> _EXERCISE_
Each line in the entries below that holds the string "lane" is to be listed.

+++ DATA PROVIDED

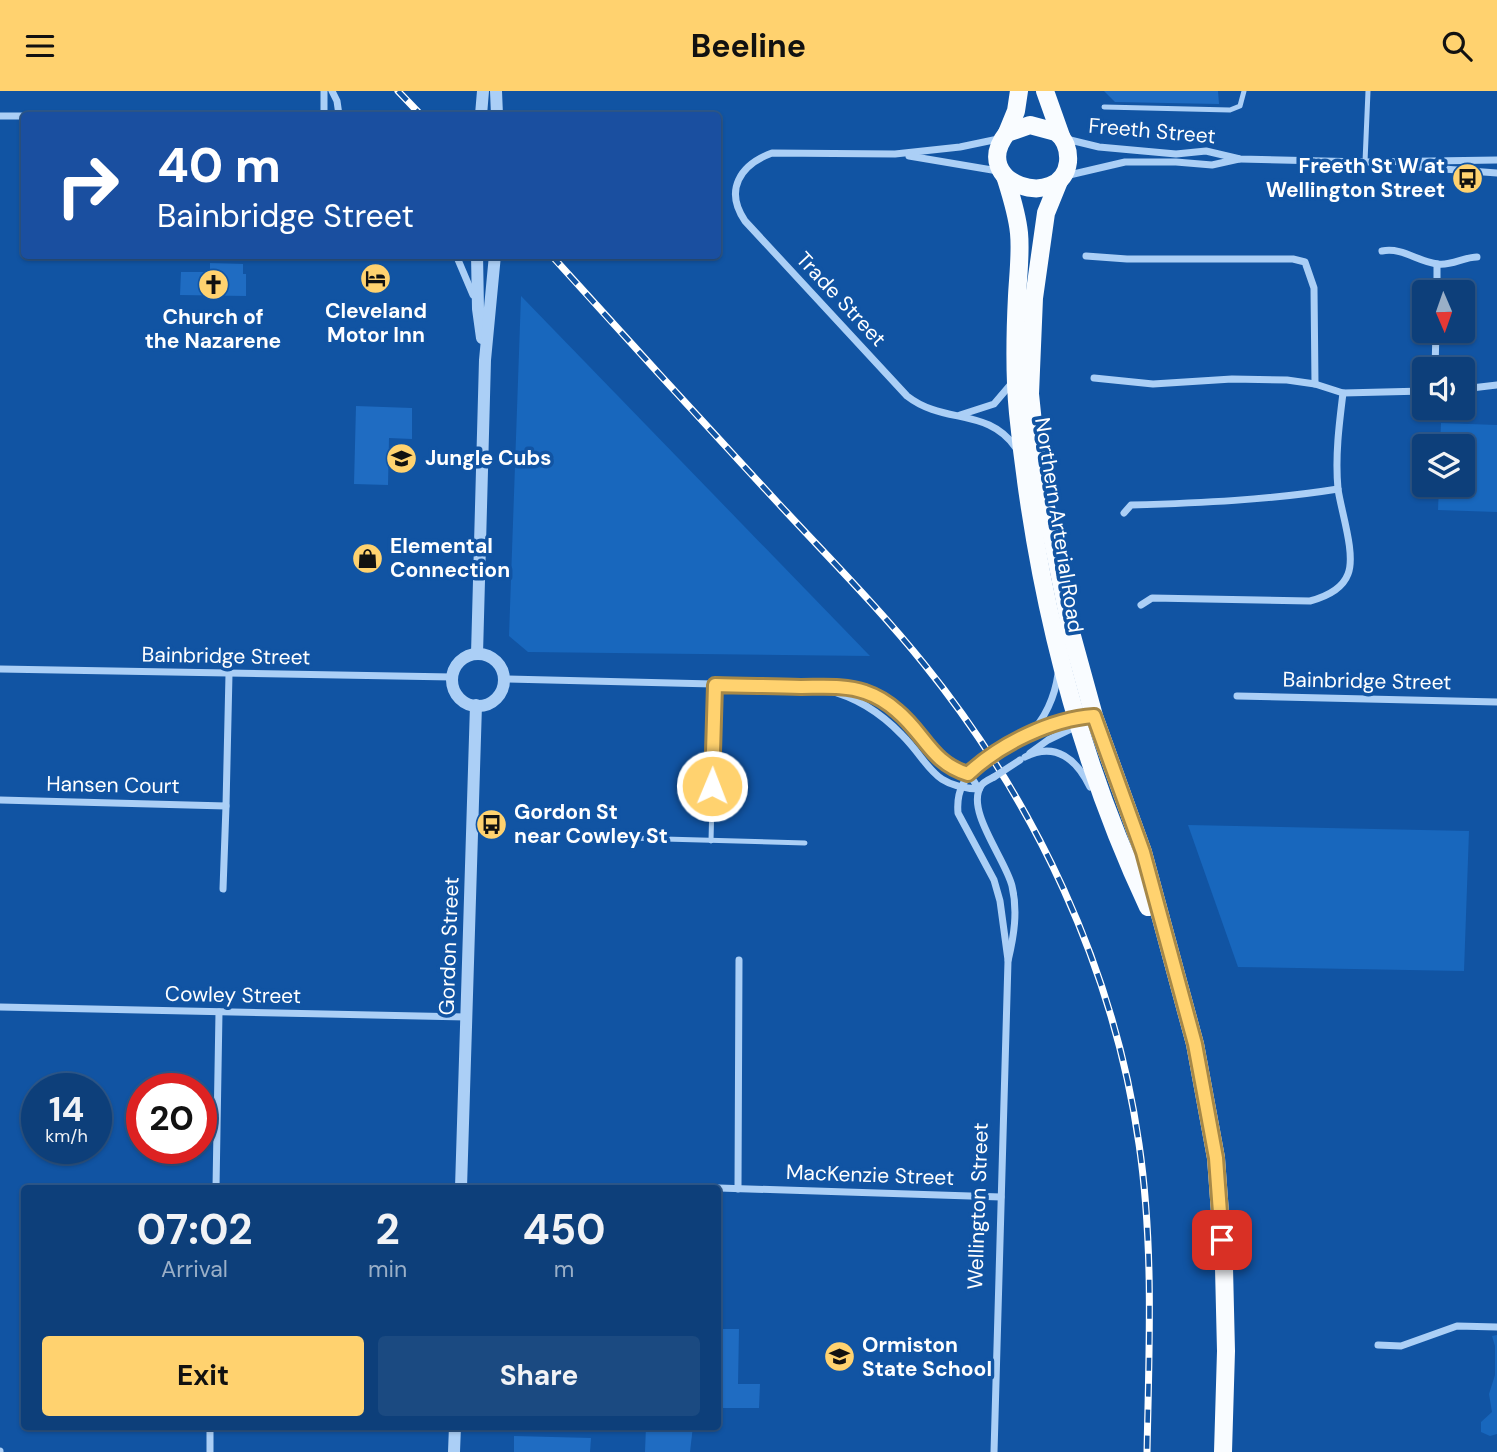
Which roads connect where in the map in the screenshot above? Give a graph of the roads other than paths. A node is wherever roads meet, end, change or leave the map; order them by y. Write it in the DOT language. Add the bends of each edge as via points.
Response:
graph roads {
  1 [pos="324,91"];
  2 [pos="332,91"];
  3 [pos="483,91"];
  4 [pos="496,91"];
  5 [pos="1018,91"];
  6 [pos="1045,91"];
  7 [pos="1244,91"];
  8 [pos="1368,91"];
  9 [pos="1104,107"];
  10 [pos="324,112"];
  11 [pos="338,112"];
  12 [pos="481,112"];
  13 [pos="497,112"];
  14 [pos="0,116"];
  15 [pos="21,116"];
  16 [pos="1005,136"];
  17 [pos="1061,137"];
  18 [pos="895,154"];
  19 [pos="1240,159"];
  20 [pos="1497,160"];
  21 [pos="1365,162"];
  22 [pos="1497,173"];
  23 [pos="1003,174"];
  24 [pos="1060,179"];
  25 [pos="1382,251"];
  26 [pos="1086,256"];
  27 [pos="1477,257"];
  28 [pos="458,259"];
  29 [pos="477,259"];
  30 [pos="495,259"];
  31 [pos="1437,264"];
  32 [pos="1437,280"];
  33 [pos="478,309"];
  34 [pos="485,360"];
  35 [pos="1015,377"];
  36 [pos="1094,377"];
  37 [pos="1315,384"];
  38 [pos="1497,385"];
  39 [pos="1475,388"];
  40 [pos="1412,391"];
  41 [pos="1343,393"];
  42 [pos="956,416"];
  43 [pos="1023,463"];
  44 [pos="1338,489"];
  45 [pos="1124,513"];
  46 [pos="1140,605"];
  47 [pos="477,654"];
  48 [pos="1060,663"];
  49 [pos="0,669"];
  50 [pos="229,674"];
  51 [pos="452,677"];
  52 [pos="504,679"];
  53 [pos="715,685"];
  54 [pos="813,687"];
  55 [pos="1237,696"];
  56 [pos="1497,702"];
  57 [pos="476,705"];
  58 [pos="1094,716"];
  59 [pos="1076,722"];
  60 [pos="1028,735"];
  61 [pos="1023,759"];
  62 [pos="968,774"];
  63 [pos="960,789"];
  64 [pos="979,789"];
  65 [pos="0,800"];
  66 [pos="226,806"];
  67 [pos="628,838"];
  68 [pos="710,841"];
  69 [pos="804,843"];
  70 [pos="223,889"];
  71 [pos="1141,891"];
  72 [pos="1167,947"];
  73 [pos="740,960"];
  74 [pos="1008,961"];
  75 [pos="0,1007"];
  76 [pos="219,1012"];
  77 [pos="466,1017"];
  78 [pos="215,1185"];
  79 [pos="461,1185"];
  80 [pos="721,1188"];
  81 [pos="738,1189"];
  82 [pos="1001,1197"];
  83 [pos="1497,1327"];
  84 [pos="1378,1345"];
  85 [pos="210,1430"];
  86 [pos="455,1430"];
  87 [pos="210,1452"];
  88 [pos="454,1452"];
  89 [pos="994,1452"];
  90 [pos="1223,1452"];
  1 -- 10 [label="street"];
  2 -- 11 [label="street"];
  3 -- 12 [label="street"];
  4 -- 13 [label="street"];
  5 -- 16 [label="main road" via="1016,111"];
  6 -- 17 [label="main road"];
  7 -- 9 [label="lane" via="1240,106 1230,110"];
  8 -- 21 [label="lane"];
  14 -- 15 [label="street"];
  16 -- 17 [label="main road" via="1030,125"];
  16 -- 18 [label="street" via="960,148"];
  16 -- 23 [label="main road" via="998,153"];
  17 -- 19 [label="street, Freeth Street" via="1099,146 1176,154 1206,151"];
  17 -- 24 [label="main road" via="1068,157"];
  18 -- 23 [label="street"];
  18 -- 42 [label="street, Trade Street" via="772,153 756,159 740,177 737,205 745,222 907,396 923,407"];
  19 -- 21 [label="street, Freeth Street"];
  19 -- 24 [label="street, Freeth Street" via="1212,166 1125,162"];
  20 -- 21 [label="street, Freeth Street"];
  21 -- 22 [label="street, Freeth Street"];
  23 -- 24 [label="main road" via="1014,184 1029,188 1046,187"];
  23 -- 35 [label="main road, Northern Arterial Road" via="1016,208 1019,235"];
  24 -- 58 [label="main road" via="1039,248 1030,394 1044,502"];
  25 -- 31 [label="street" via="1392,249"];
  26 -- 37 [label="street" via="1306,262 1314,288"];
  27 -- 31 [label="street"];
  28 -- 33 [label="street"];
  29 -- 33 [label="street"];
  30 -- 34 [label="street"];
  31 -- 32 [label="street"];
  33 -- 34 [label="street"];
  34 -- 47 [label="street"];
  35 -- 42 [label="street" via="994,404"];
  35 -- 43 [label="main road, Northern Arterial Road"];
  36 -- 37 [label="street" via="1153,384 1232,379"];
  37 -- 41 [label="street"];
  38 -- 39 [label="street"];
  40 -- 41 [label="street"];
  41 -- 44 [label="street"];
  42 -- 43 [label="street, Trade Street" via="1001,430"];
  43 -- 48 [label="main road, Northern Arterial Road"];
  44 -- 45 [label="street" via="1225,502 1131,505"];
  44 -- 46 [label="street" via="1349,573 1328,596 1310,601 1152,598"];
  47 -- 51 [label="street" via="463,659"];
  47 -- 52 [label="street" via="496,661"];
  48 -- 59 [label="main road, Northern Arterial Road"];
  48 -- 60 [label="street" via="1048,708"];
  49 -- 50 [label="street, Bainbridge Street"];
  50 -- 51 [label="street, Bainbridge Street"];
  50 -- 66 [label="street"];
  51 -- 57 [label="street" via="461,699"];
  52 -- 53 [label="street"];
  52 -- 57 [label="street" via="498,697"];
  53 -- 54 [label="street"];
  53 -- 68 [label="lane"];
  54 -- 62 [label="street" via="853,689 878,697 913,726 941,762"];
  54 -- 63 [label="street" via="875,711 902,735 931,772"];
  55 -- 56 [label="street, Bainbridge Street"];
  57 -- 77 [label="street, Gordon Street"];
  58 -- 59 [label="main road"];
  58 -- 72 [label="main road, Northern Arterial Road" via="1143,852"];
  59 -- 60 [label="street"];
  59 -- 61 [label="street"];
  59 -- 71 [label="main road, Northern Arterial Road"];
  60 -- 62 [label="street, bridge"];
  61 -- 64 [label="street, bridge"];
  61 -- 71 [label="street" via="1052,752 1081,768"];
  62 -- 63 [label="street"];
  62 -- 64 [label="street"];
  63 -- 64 [label="street"];
  63 -- 74 [label="street, Wellington Street" via="958,813 994,880 1000,901"];
  64 -- 74 [label="street, Wellington Street" via="981,823 1001,857 1014,894 1015,925"];
  65 -- 66 [label="street, Hansen Court"];
  66 -- 70 [label="street"];
  67 -- 68 [label="lane"];
  68 -- 69 [label="lane"];
  71 -- 72 [label="main road, Northern Arterial Road"];
  72 -- 90 [label="main road, Northern Arterial Road" via="1195,1044 1216,1158 1226,1351"];
  73 -- 81 [label="street"];
  74 -- 82 [label="street, Wellington Street"];
  75 -- 76 [label="street, Cowley Street"];
  76 -- 77 [label="street, Cowley Street"];
  76 -- 78 [label="street"];
  77 -- 79 [label="street, Gordon Street"];
  80 -- 81 [label="street, MacKenzie Street"];
  81 -- 82 [label="street, MacKenzie Street"];
  82 -- 89 [label="street, Wellington Street"];
  83 -- 84 [label="street" via="1457,1326 1401,1346"];
  85 -- 87 [label="street"];
  86 -- 88 [label="street"];
}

++++++

> _EXERCISE RESPONSE_
  7 -- 9 [label="lane" via="1240,106 1230,110"];
  8 -- 21 [label="lane"];
  53 -- 68 [label="lane"];
  67 -- 68 [label="lane"];
  68 -- 69 [label="lane"];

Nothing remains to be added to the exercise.